[DATA RECORDS]
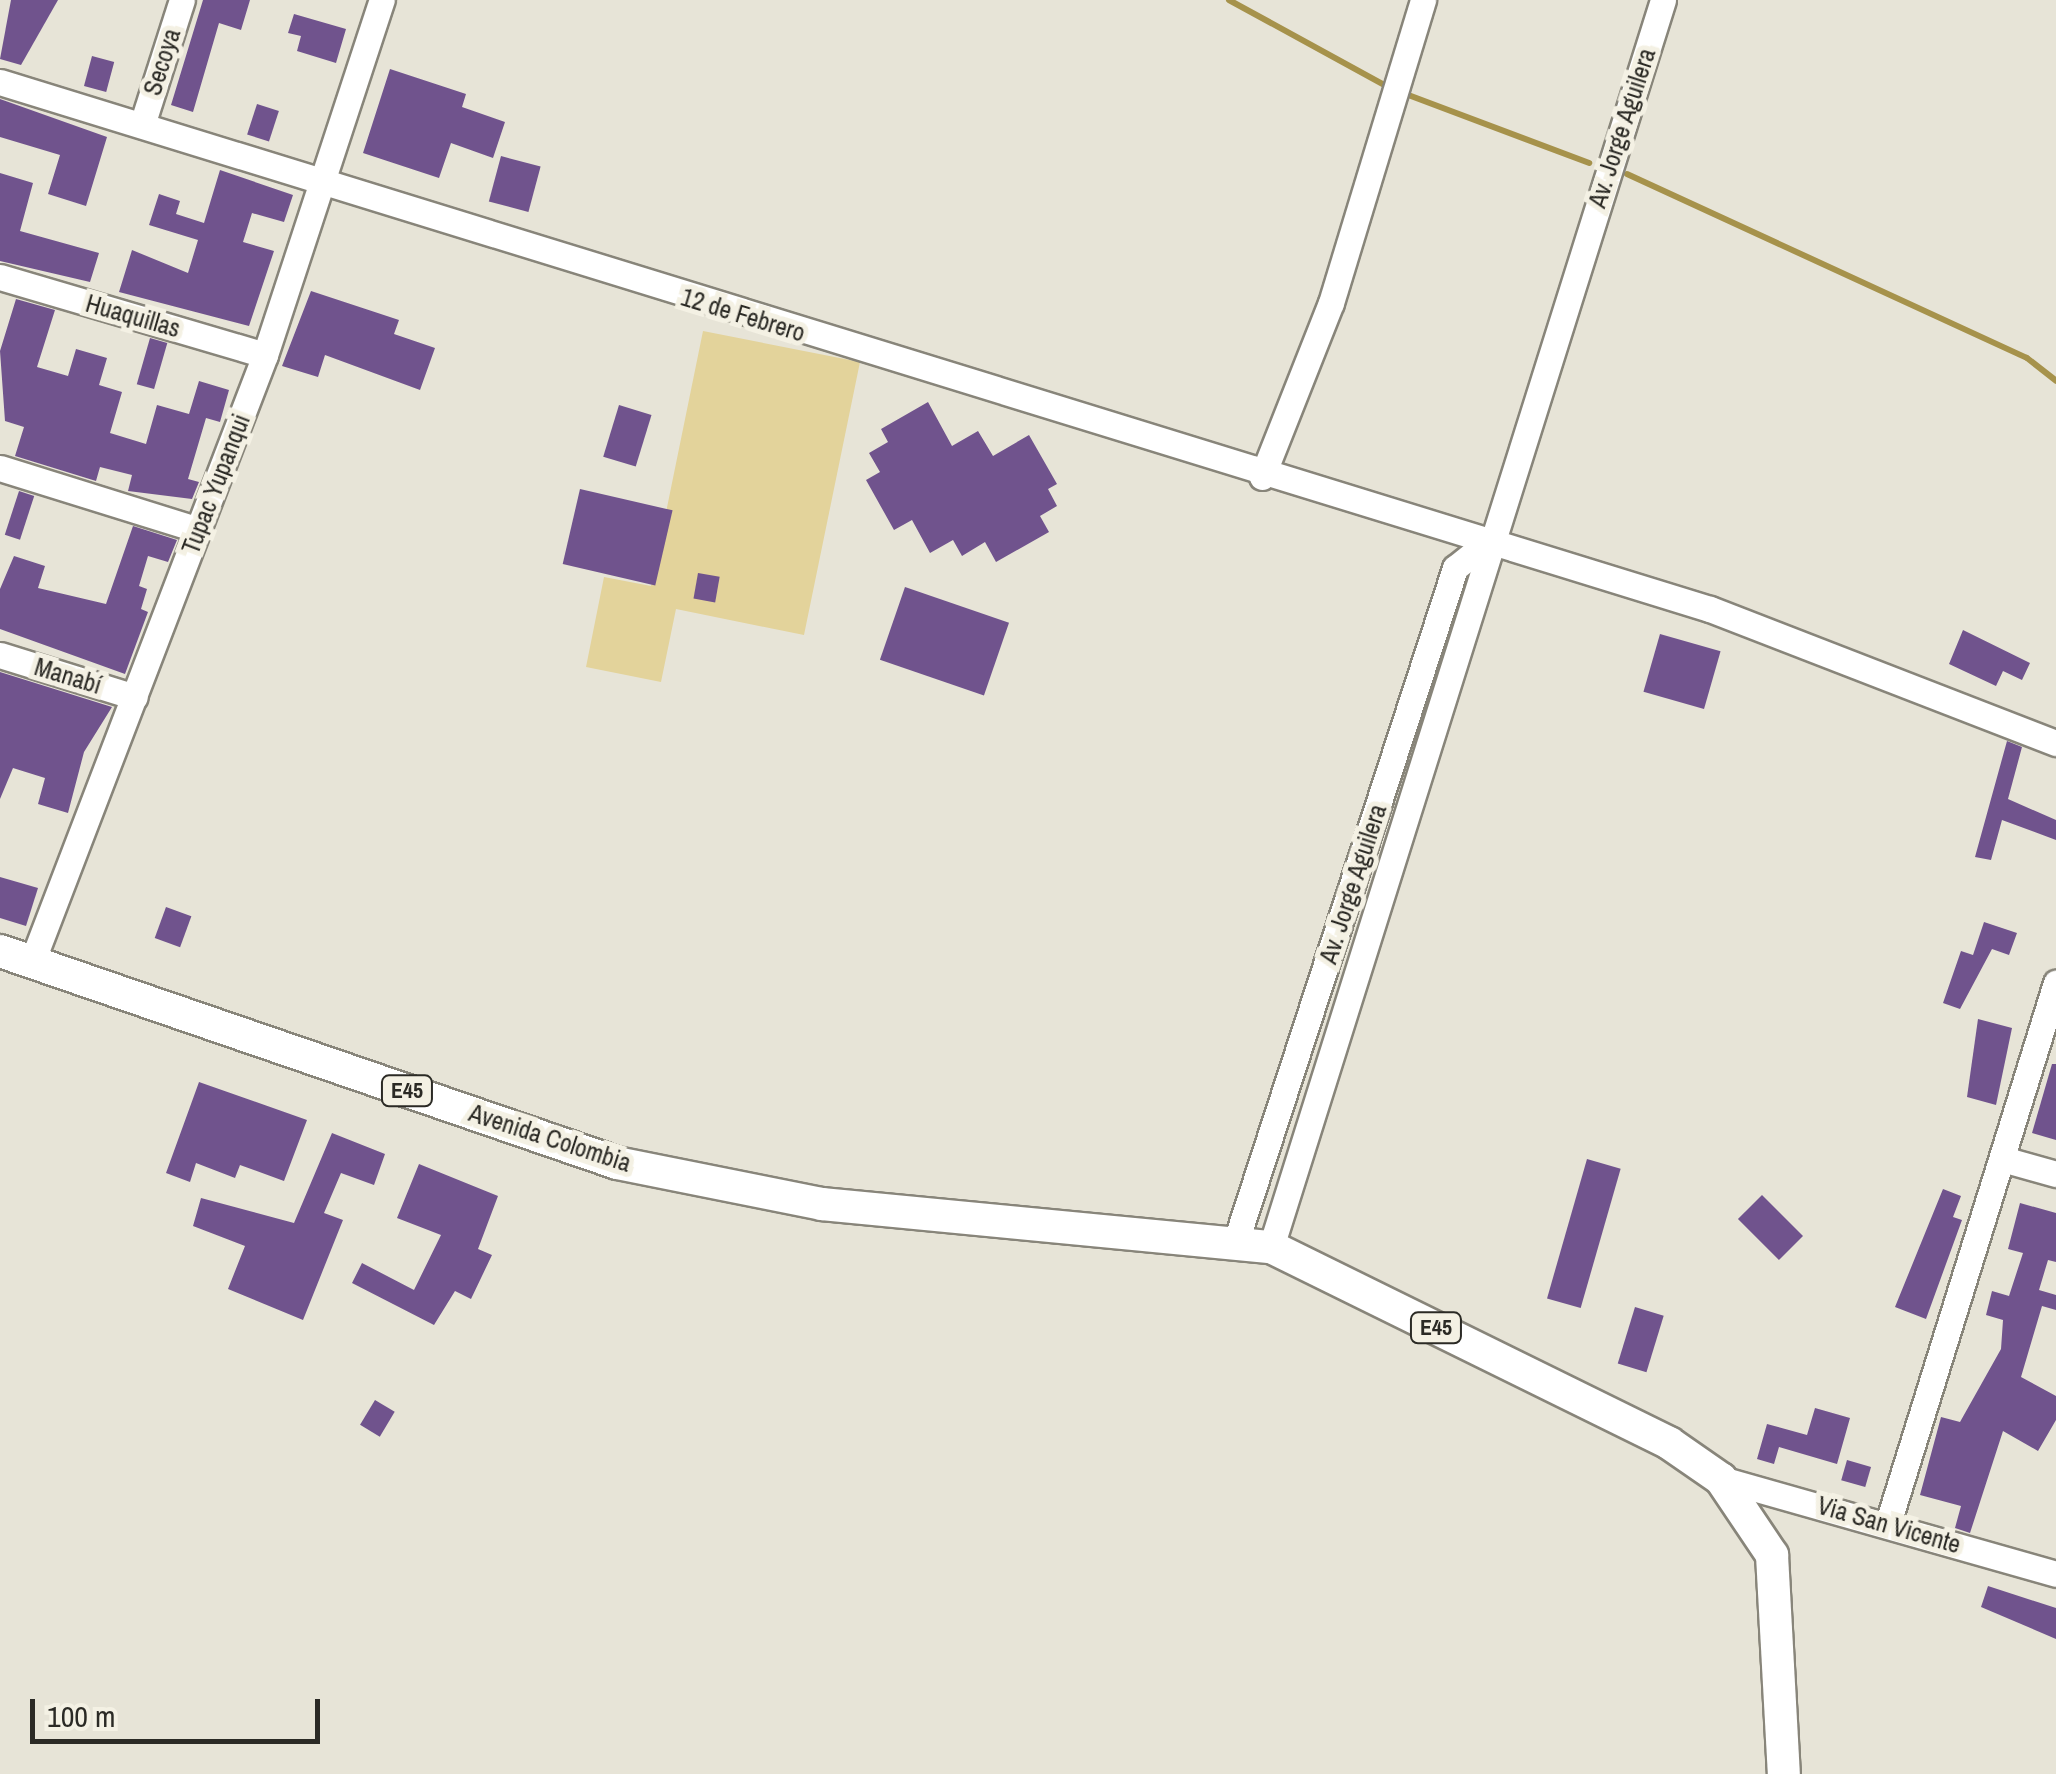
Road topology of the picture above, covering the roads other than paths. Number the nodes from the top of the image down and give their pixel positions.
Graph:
1 (182, 0) edge
2 (382, 0) edge
3 (1423, 0) edge
4 (1663, 0) edge
5 (0, 82) edge
6 (142, 124) junction
7 (326, 182) junction
8 (0, 277) edge
9 (265, 355) junction
10 (0, 468) edge
11 (1262, 477) junction
12 (198, 530) junction
13 (1488, 540) junction
14 (0, 655) edge
15 (135, 697) junction
16 (2056, 743) edge
17 (0, 952) edge
18 (32, 962) junction
19 (2056, 983) edge
20 (2006, 1160) junction
21 (2056, 1174) edge
22 (1236, 1241) junction
23 (1270, 1247) junction
24 (1721, 1479) junction
25 (1888, 1523) junction
26 (2056, 1574) edge
27 (1784, 1774) edge

1 - 6 street, Secoya
2 - 7 street, Tupac Yupanqui
3 - 11 street
4 - 13 street, Av. Jorge Aguilera
5 - 6 street, 12 de Febrero
6 - 7 street, 12 de Febrero
7 - 9 street, Tupac Yupanqui
7 - 11 street, 12 de Febrero
8 - 9 street, Huaquillas
9 - 12 street, Tupac Yupanqui
10 - 12 street
11 - 13 street, 12 de Febrero
12 - 15 street, Tupac Yupanqui
13 - 16 street, 12 de Febrero
13 - 22 street, Av. Jorge Aguilera
13 - 23 street, Av. Jorge Aguilera
14 - 15 street, Manabí
15 - 18 street, Tupac Yupanqui
17 - 18 main road, Avenida Colombia / E45
18 - 22 main road, Avenida Colombia / E45
19 - 20 street
20 - 21 street
20 - 25 street
22 - 23 main road, E45
23 - 24 main road, E45
24 - 25 street, Via San Vicente
24 - 27 main road, E45
25 - 26 street, Via San Vicente

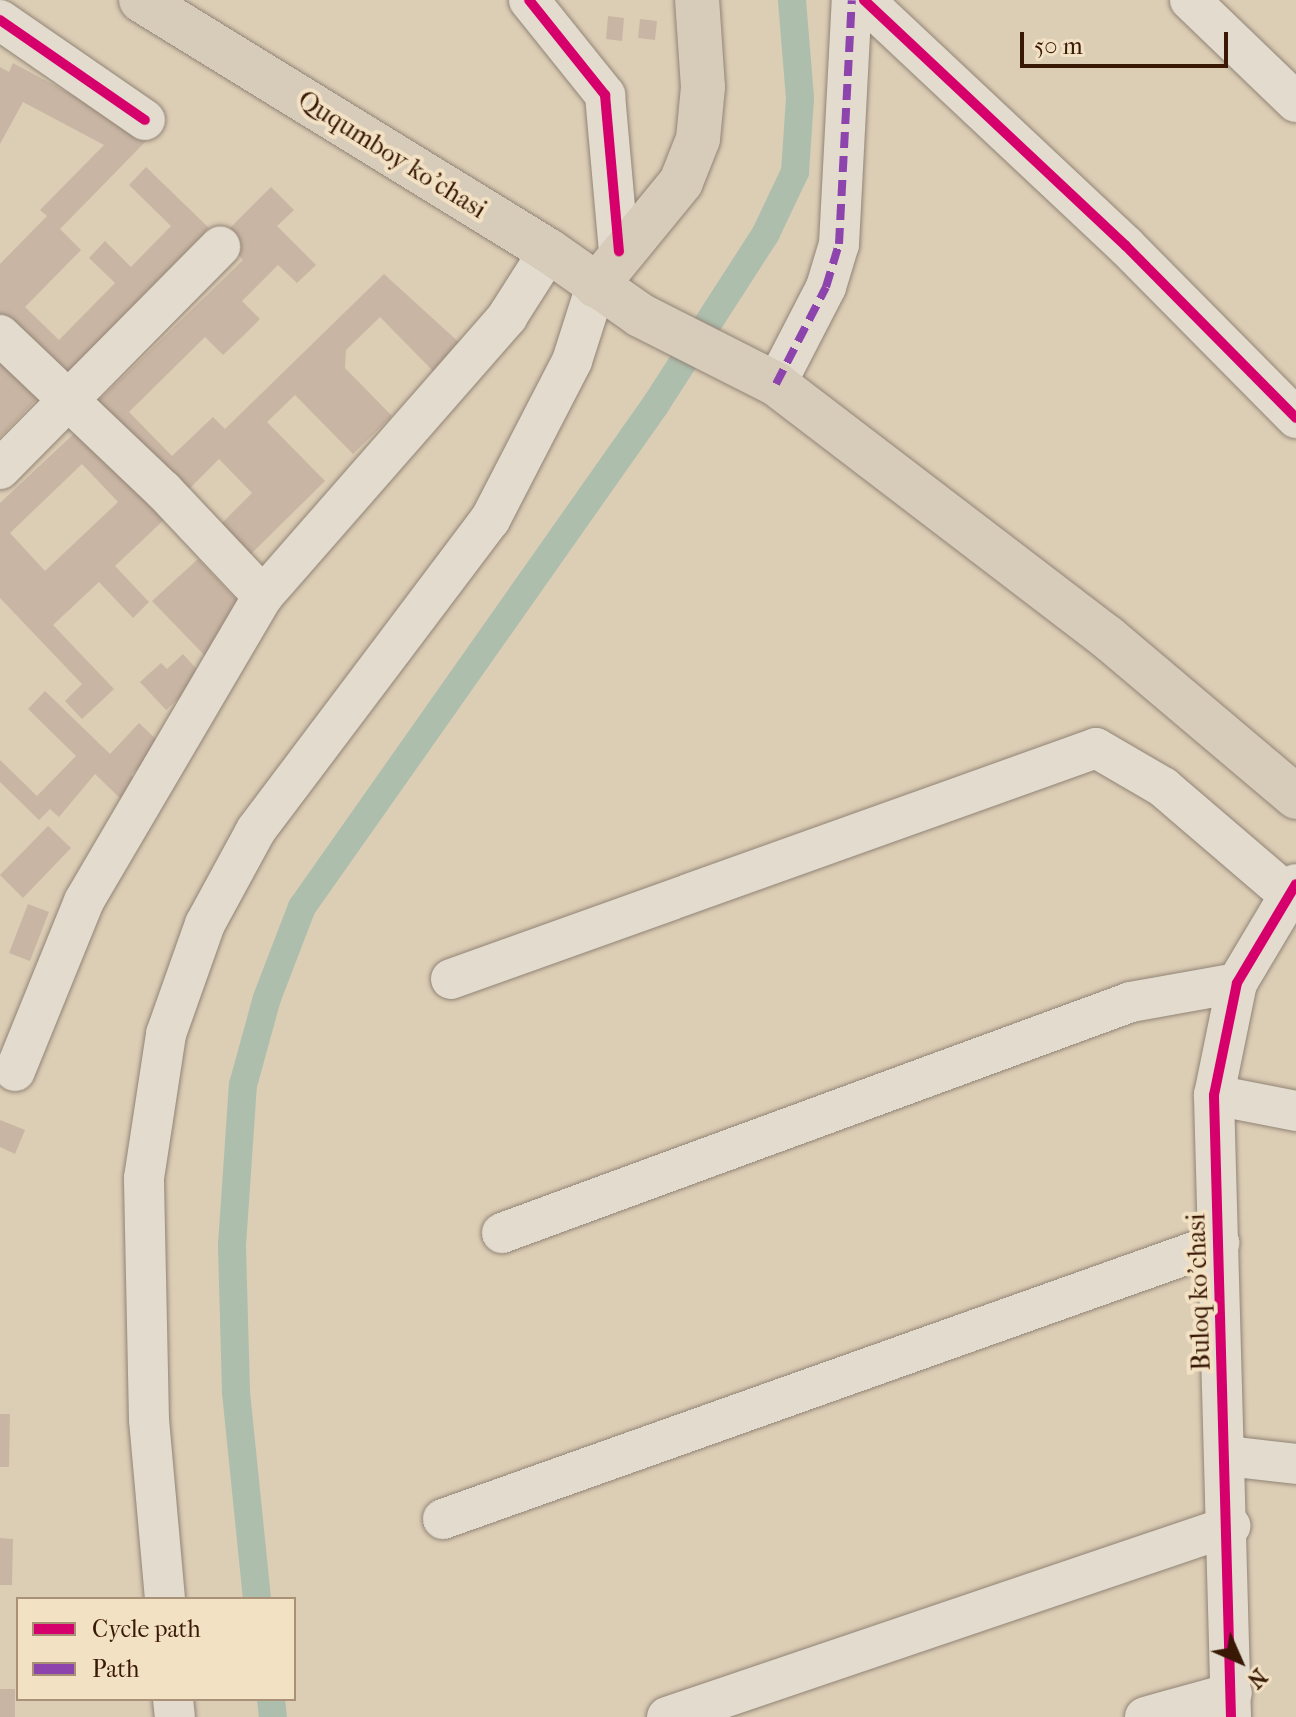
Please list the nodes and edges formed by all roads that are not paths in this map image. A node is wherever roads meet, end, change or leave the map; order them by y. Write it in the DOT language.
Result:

[PROBLEM DETAILS]
Repeat exactly, and only, the lines from the one containing "Please list the" through the last line above.

[RESULT]
Please list the nodes and edges formed by all roads that are not paths in this map image. A node is wherever roads meet, end, change or leave the map; order them by y. Write it in the DOT language.
Result:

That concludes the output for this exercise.